2. The MTA Transformation Plan would include a congestion pricing financing model. Electronic tolling devices would be installed on the perimeter of the Central Business District defined as streets south of 61st St. in Manhattan. The FDR Drive will not be included in the Central Business District. The electronic tolling system will account for tolls previously paid by drivers entering Manhattan from designated crossings. The system will be installed and operated pursuant to an MOU between the City of New York and the MTA for the purposes of ensuring the timely completion of the installation of congestion infrastructure in order to effectuate a congestion pricing plan, and recognizing the expertise of the TBTA for purposes of running and operating cashless tolling systems and city agencies for purposes of the use and impact of infrastructure installation on city streets. Tolls would be variable providing discounts for off-peak hour travel. Emergency vehicles will be exempt from congestion pricing tolls. Congestion pricing tolls would be supplemented with state and city revenue from a fixed amount of the new internet sales tax derived from sales in New York City, with a growth factor, and a percentage of the state and city revenue from the cannabis excise tax.
Congestion pricing revenue and these two taxes will be placed in a ‘lockbox’ to provide a funding source necessary to ensure the capital needs of the MTA. Tolls will be set once the electronic infrastructure is in place and a Capital Plan is finalized but will in no event be set later than December 2020.
3. The MTA fares for public mass transportation must be controlled in future years through cost containment actions and improved management. The MTA should be able to operate with mass transit fare increases limited to inflationary increases of 2% per year.

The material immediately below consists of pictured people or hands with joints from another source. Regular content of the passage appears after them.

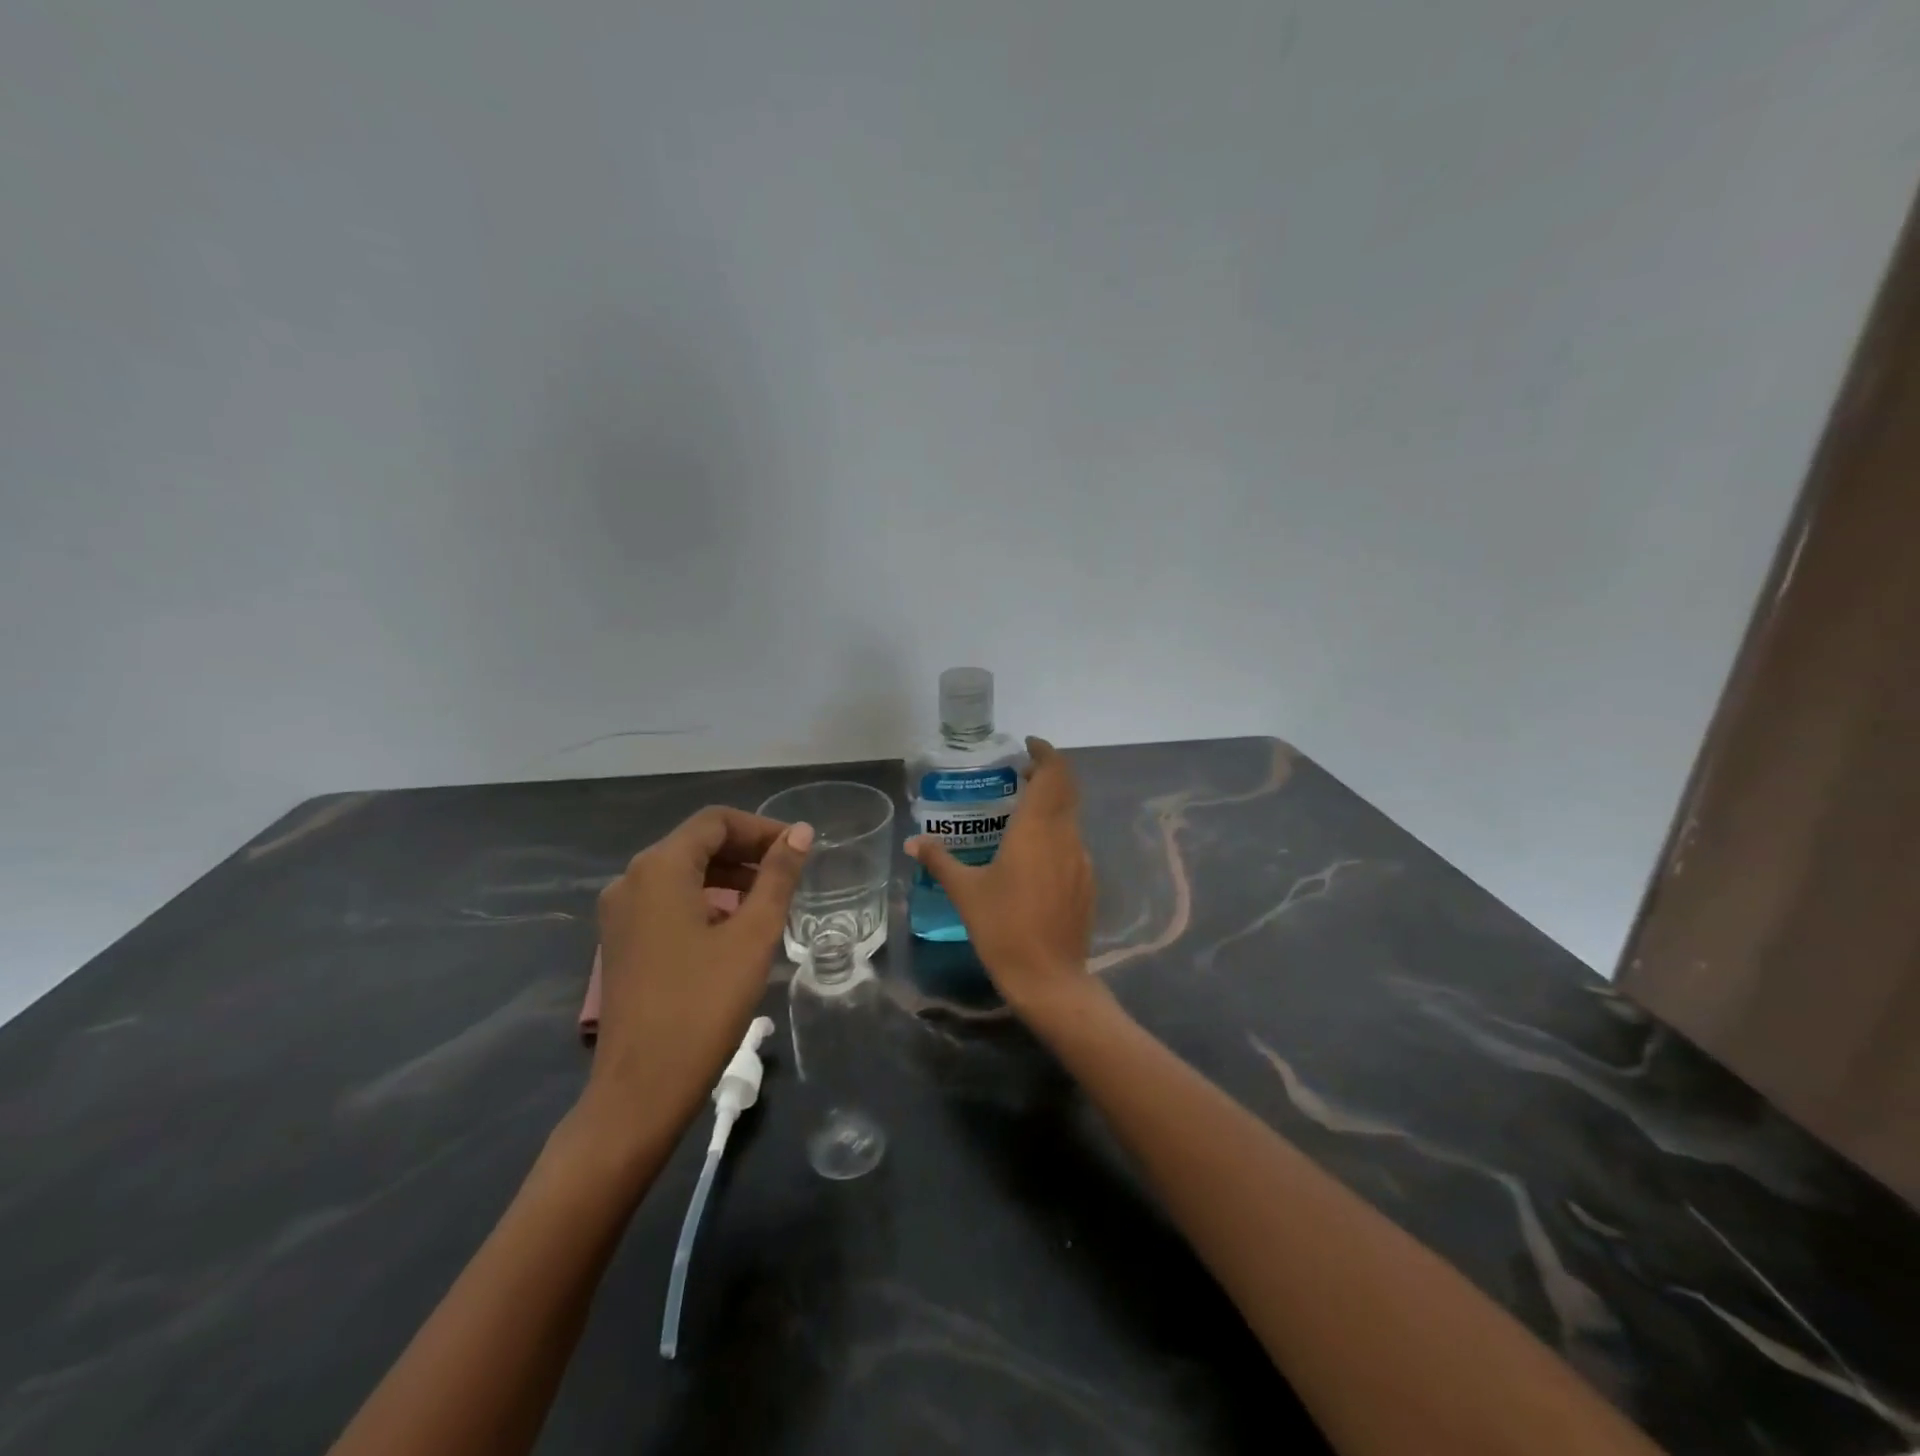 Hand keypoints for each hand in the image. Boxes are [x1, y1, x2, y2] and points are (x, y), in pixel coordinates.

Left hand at [586, 808, 812, 1134]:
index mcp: (658, 869)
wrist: (641, 1089)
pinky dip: (705, 900)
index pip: (715, 822)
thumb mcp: (753, 935)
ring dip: (727, 876)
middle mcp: (630, 881)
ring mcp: (620, 914)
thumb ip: (778, 877)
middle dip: (746, 851)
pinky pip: (667, 902)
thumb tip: (800, 833)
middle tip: (790, 872)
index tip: (798, 849)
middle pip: (696, 844)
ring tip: (770, 899)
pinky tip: (734, 927)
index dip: (761, 828)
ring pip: (681, 874)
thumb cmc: (703, 1004)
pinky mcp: (621, 944)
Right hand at [907, 738, 1095, 1017]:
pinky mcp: (1087, 882)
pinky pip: (1072, 842)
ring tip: (1020, 812)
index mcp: (1037, 829)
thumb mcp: (965, 892)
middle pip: (1066, 789)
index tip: (1027, 746)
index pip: (1053, 774)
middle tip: (1017, 774)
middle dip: (1046, 774)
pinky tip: (1032, 854)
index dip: (1045, 753)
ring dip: (1051, 804)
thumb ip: (940, 860)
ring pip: (1070, 816)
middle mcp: (1065, 836)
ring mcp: (1081, 859)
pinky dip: (1055, 832)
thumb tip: (913, 841)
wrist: (1049, 978)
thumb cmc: (1003, 928) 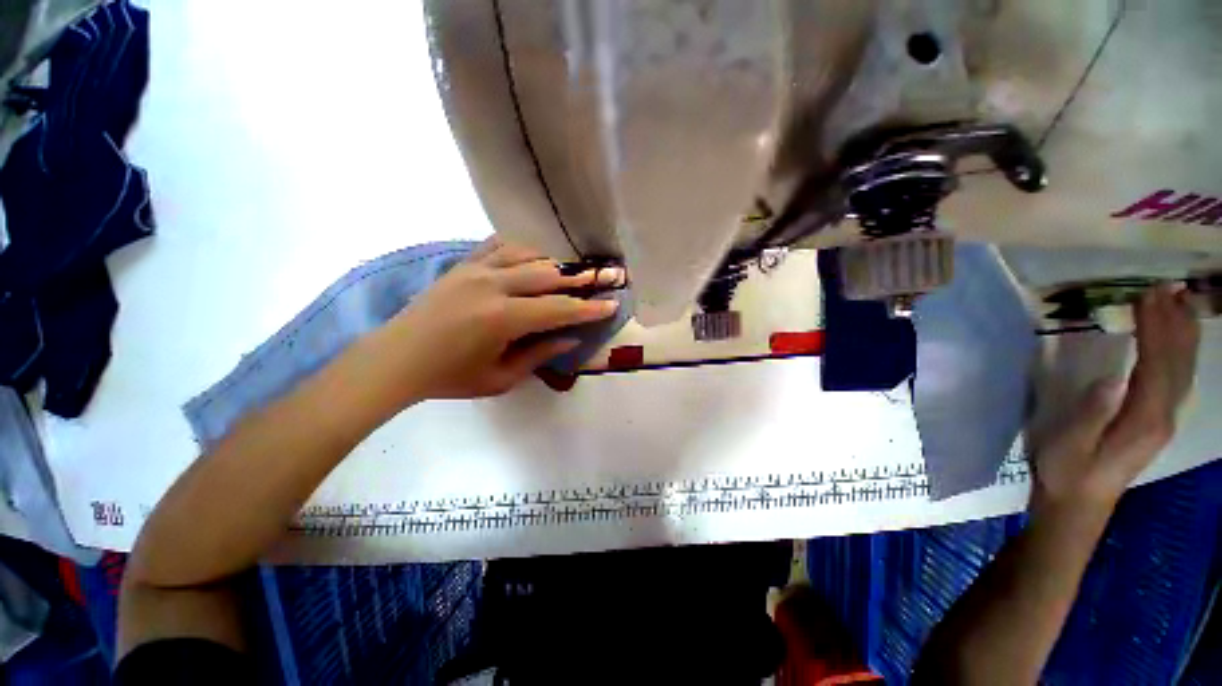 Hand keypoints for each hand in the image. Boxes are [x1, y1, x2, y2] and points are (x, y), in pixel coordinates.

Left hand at [368, 238, 622, 401]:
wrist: (396, 359)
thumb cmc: (450, 377)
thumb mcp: (500, 378)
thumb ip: (539, 355)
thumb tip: (570, 338)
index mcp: (503, 318)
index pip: (559, 309)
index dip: (588, 308)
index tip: (611, 304)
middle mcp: (493, 286)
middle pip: (549, 275)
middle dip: (580, 279)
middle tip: (603, 278)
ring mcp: (476, 270)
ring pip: (528, 256)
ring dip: (554, 264)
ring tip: (570, 274)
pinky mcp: (463, 265)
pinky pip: (500, 246)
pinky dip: (523, 250)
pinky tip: (532, 259)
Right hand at [1032, 285, 1200, 514]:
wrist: (1079, 506)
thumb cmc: (1067, 473)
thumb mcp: (1069, 445)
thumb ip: (1091, 415)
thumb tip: (1111, 378)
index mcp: (1143, 420)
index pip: (1156, 365)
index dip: (1154, 329)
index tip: (1145, 297)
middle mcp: (1163, 417)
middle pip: (1177, 363)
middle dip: (1174, 323)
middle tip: (1167, 288)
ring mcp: (1163, 420)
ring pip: (1183, 370)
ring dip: (1183, 334)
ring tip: (1179, 302)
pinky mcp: (1156, 422)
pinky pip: (1176, 381)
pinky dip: (1179, 354)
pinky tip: (1176, 340) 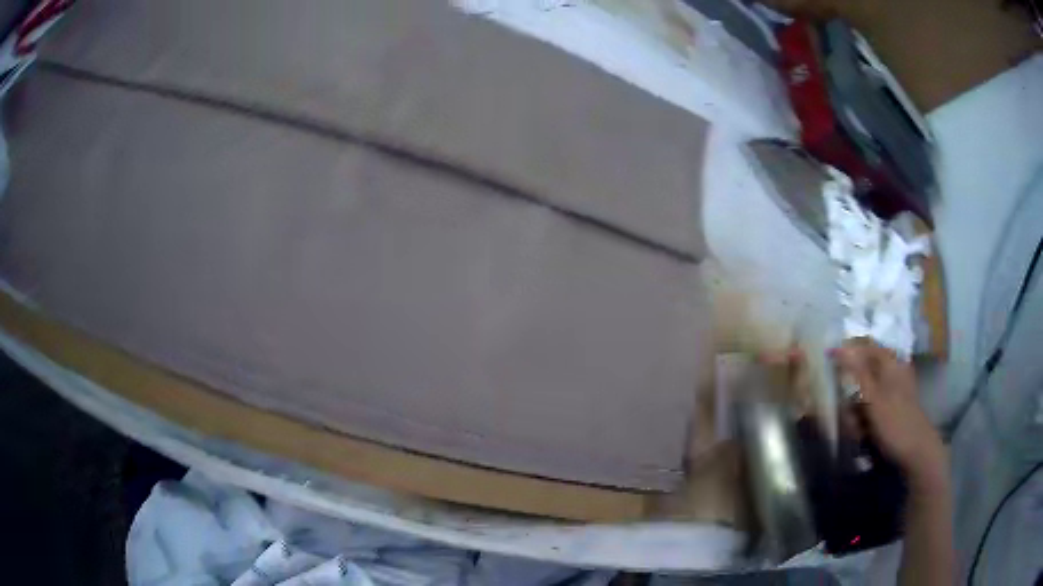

4. All MTA Board appointments will be modified so that all terms end with the appointing elected official’s tenure.
5. Partnership between the state and city is necessary to combat fare evasion. The state will work with the MTA, city and District Attorneys to develop an enforcement strategy, with both personnel and station design modifications that do not criminalize fare evasion but instead prevent fare evasion, sanction violators and increase enforcement.
6. The MTA will undergo an independent audit to determine their actual assets and liabilities. The initial audit should be completed no later than January of 2020. The forecasts, projections and capital plans they have put forth strain financial credibility.
7. The Capital Plan shall be reviewed by a committee of transportation, engineering and government experts who have no existing financial relationship with the MTA (The Regional Transit Committee, “RTC”). The committee will have appointees by the Governor, Mayor, State Assembly and Senate, and organizations representing subway riders and driving commuters. The RTC will also review the toll and fare increases proposed by the MTA as necessary to fund the Capital Plan.
8. The MTA will have all major construction projects and planned projects pursued as “design build.” The MTA will do preliminary drawings only to the point necessary for bidding the project in a private sector competition based primarily on cost and timing of the project. Selections will be made with incentives and sanctions for performance. All major construction projects will be reviewed by construction and engineering experts who are not affiliated with the MTA or its consultants.
9. The MTA will immediately expedite the completion of the Subway Action Plan including: signal repair; water management; station enhancements; rail welding; friction pad installation; increased refurbishment efforts; and other service improvements.
10. The governor and mayor will work closely with the State Legislature to effectuate provisions in this framework.